Nadine Busque a réalisé un rêve en jumelant ses passions pour l'art et l'histoire. (Photo Frédérick Masson)
L'océan comme lieu d'exposition
Pourquoi se contenter d'une galerie d'art alors qu'on peut s'offrir l'océan Atlantique comme lieu d'exposition? C'est la question que s'est posée la sculpteure et verrière Nadine Busque, invitée à créer une œuvre spéciale dans le cadre de l'événement Voiles 2008 Québec/La Rochelle.
Forte d'une formation en métiers d'art au Cégep du Vieux-Montréal et d'une autre en arts visuels à l'Université du Québec à Montréal, la jeune femme du quartier Saint-Sauveur n'est pas peu fière de sa création : un projet inspiré d'un texte du poète français Raymond Bozier, créé en trois dimensions, puis numérisé afin d'être reproduit sur une voile de bateau. Le résultat final, de trois mètres par six mètres, a ainsi permis à l'embarcation Lycée maritime de La Rochelle d'effectuer La Grande Traversée, commémorant ainsi l'aventure des explorateurs du Nouveau Monde.
Lancée du port de La Rochelle (France) le 8 mai dernier, la flottille composée d'une quarantaine de bateaux est arrivée à Québec à la fin juin, au terme d'un voyage de quelque 3 500 milles échelonné sur 43 jours. Le public de la capitale peut donc, pendant encore quelques heures, constater le talent de l'artiste puisque la voile, bien accrochée au Sochris du skipper Christophe Souchaud, quittera le Port de Québec afin de reprendre la mer dans le cadre du Retour aux Sources, traversée Québec/La Rochelle qui permettra aux passionnés de vagues et de grands vents de mettre leur embarcation dans le sillon de Champlain.
Seule représentante de Québec parmi les 16 artistes à prendre part au projet Voiles 2008 Québec/La Rochelle, c'est avec une immense fierté que Nadine Busque, 28 ans, a répondu positivement à l'invitation des organisateurs. Jumelée à un poète français, elle a travaillé pendant près d'un an et demi sur sa création, qui montre un marin, bien assis sur le bord de son bateau, sous un ciel aux allures de carte géographique.
«Je suis très touchée par tout ce qui concerne l'histoire, de mentionner la principale intéressée, qui a eu la chance de se rendre à Brouage, lieu de naissance de Samuel de Champlain. Quand on m'a fait part du projet, j'ai immédiatement sauté à pieds joints dans l'aventure. C'était pour moi l'occasion de participer à quelque chose d'unique et d'original.»

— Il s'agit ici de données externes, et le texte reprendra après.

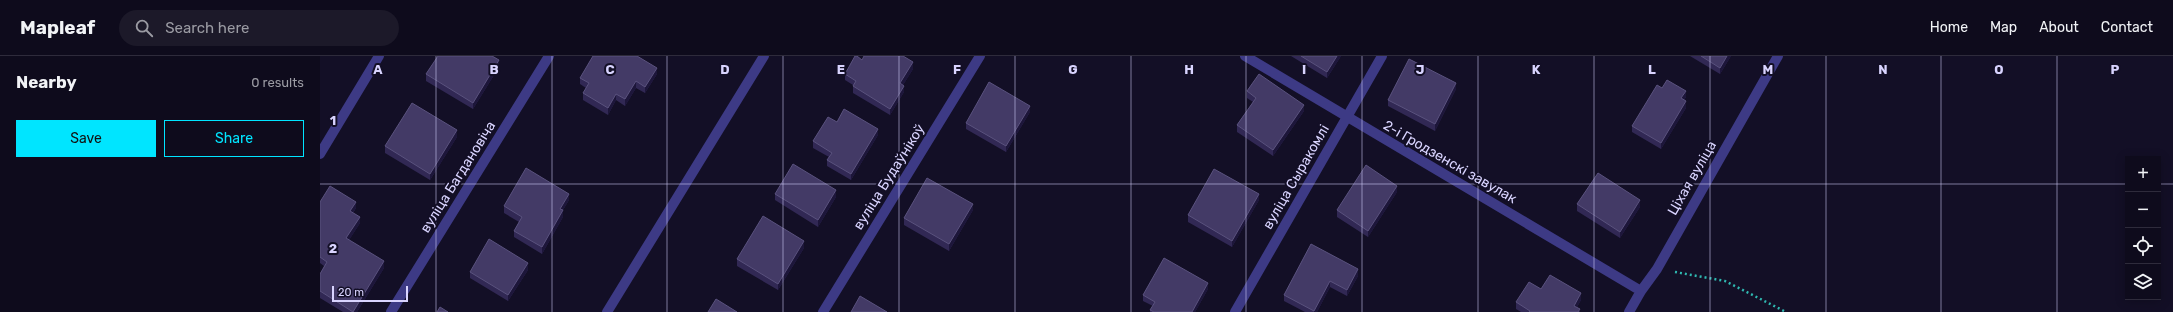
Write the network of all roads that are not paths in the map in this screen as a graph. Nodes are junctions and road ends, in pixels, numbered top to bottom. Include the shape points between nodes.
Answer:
1 (379, 56) edge
2 (549, 56) edge
3 (764, 56) edge
4 (980, 56) edge
5 (1246, 56) edge
6 (1382, 56) edge
7 (1778, 56) edge
8 (1346, 117) junction
9 (320, 154) edge
10 (1640, 291) junction
11 (390, 312) edge
12 (607, 312) edge
13 (823, 312) edge
14 (1235, 312) edge
15 (1629, 312) edge

1 - 9 street
2 - 11 street, вуліца Багдановіча
3 - 12 street
4 - 13 street, вуліца Будаўнікоў
5 - 8 street, 2-і Гродзенскі завулак
6 - 8 street, вуліца Сыракомлі
7 - 10 street, Ціхая вуліца via 1657,269
8 - 10 street, 2-і Гродзенскі завулак
8 - 14 street, вуліца Сыракомлі
10 - 15 street, Ціхая вуліца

Dix-huit mois plus tard, une partie d'elle-même prenait la mer en direction de Québec. Mais c'était sans compter les imprévus, qui l'ont fait passer par toute la gamme des émotions.
«Le bateau qui devait initialement transporter ma voile a connu des problèmes et a dû retourner au port de La Rochelle, explique-t-elle. On m'avait alors avertie que ma voile ne ferait pas le voyage, ce qui me décevait beaucoup. Mais quelle ne fut pas ma surprise de l'apercevoir plus d'un mois plus tard, flottant au vent dans le port de Québec, et d'apprendre par le fait même qu'elle avait effectué le périple bien en vue sur un autre bateau. J'étais vraiment heureuse.»
Une fois de retour sur le vieux continent, l'œuvre de Nadine Busque, comme les sept autres réalisées au cours du projet, fera l'objet de diverses expositions. Quant à la principale intéressée, elle pourra se targuer d'avoir permis à un équipage français de participer aux célébrations du 400e de Québec en lui offrant non pas une série de billets d'avion, mais plutôt une voile unique et empreinte d'originalité dans laquelle Dame Nature aura pris plaisir à s'époumoner.